Thursday, October 17, 2013

Briggs and Stratton Corporation Reports Improved First Quarter Sales; Reaffirms Full Year Guidance

MILWAUKEE, Oct. 17 -- Briggs and Stratton Corporation today announced financial results for its first fiscal quarter ended September 29, 2013.

Highlights:
  • First quarter fiscal 2014 consolidated net sales were $317.3 million, an increase of $8.3 million or 3% from the prior year.
  • Higher North American consumer engine shipments and sales of equipment to dealers increased as consumer demand rebounds from last year's drought.
  • Lack of storms in quarter caused lower portable generator sales compared to last year when Hurricane Isaac hit in August.
  • Planned engine and products production cuts lowers inventories and reduces margins in the quarter.
  • First quarter 2014 adjusted net loss was $16.5 million, $3.3 million higher than the adjusted net loss of $13.2 million in the first quarter of fiscal 2013.

"Our first quarter results were slightly better than we anticipated as we experienced increased consumer demand for lawn and garden equipment leading to higher shipments of engines that power these products and higher shipments of lawn and garden products to our dealers," commented Todd J. Teske, Chairman, President and Chief Executive Officer of Briggs and Stratton Corporation.

"We have also seen continued strength in standby generator sales; however, portable generator sales decreased with Hurricane Isaac landing last year and no significant storm activity this year," continued Teske. 

"Higher retail sales of lawn and garden equipment have helped to reduce channel inventories. We also lowered our inventory by reducing production in the quarter compared to last year.

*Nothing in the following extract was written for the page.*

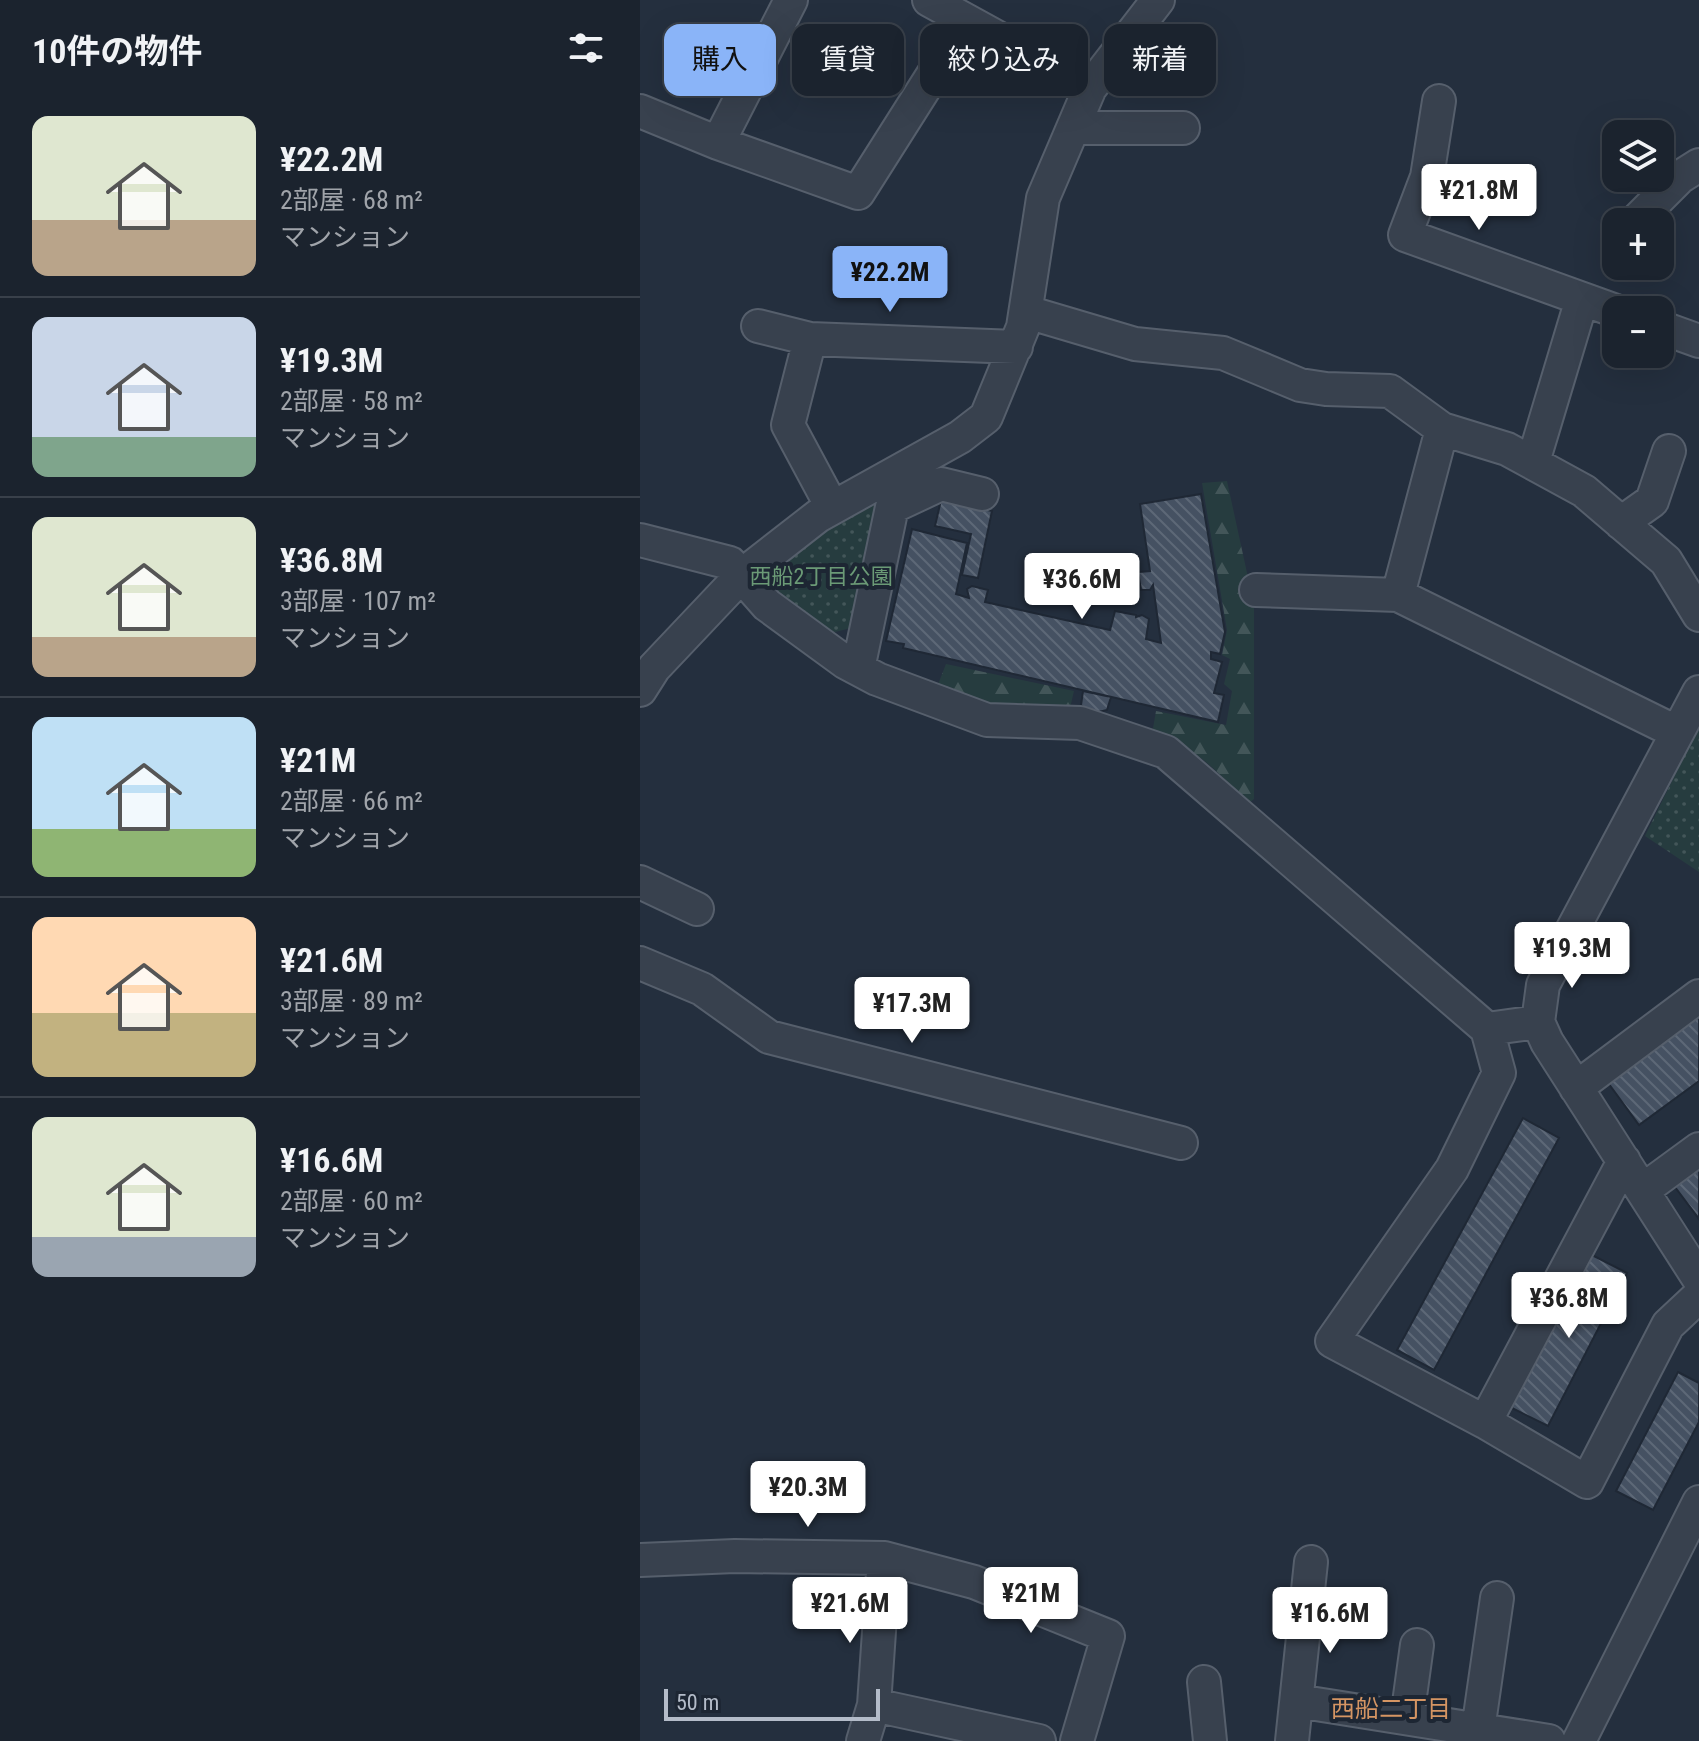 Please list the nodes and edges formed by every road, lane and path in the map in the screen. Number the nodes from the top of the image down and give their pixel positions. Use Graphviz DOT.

While this reduced productivity and margins in the near term, our inventory levels are better aligned for manufacturing to retail demand in the upcoming lawn and garden season." 

Consolidated Results:

Consolidated net sales for the first quarter of fiscal 2014 were $317.3 million, an increase of $8.3 million or approximately 3% from the first quarter of fiscal 2013 with sales increases in engines and lawn and garden products, partially offset by lower sales of portable generators.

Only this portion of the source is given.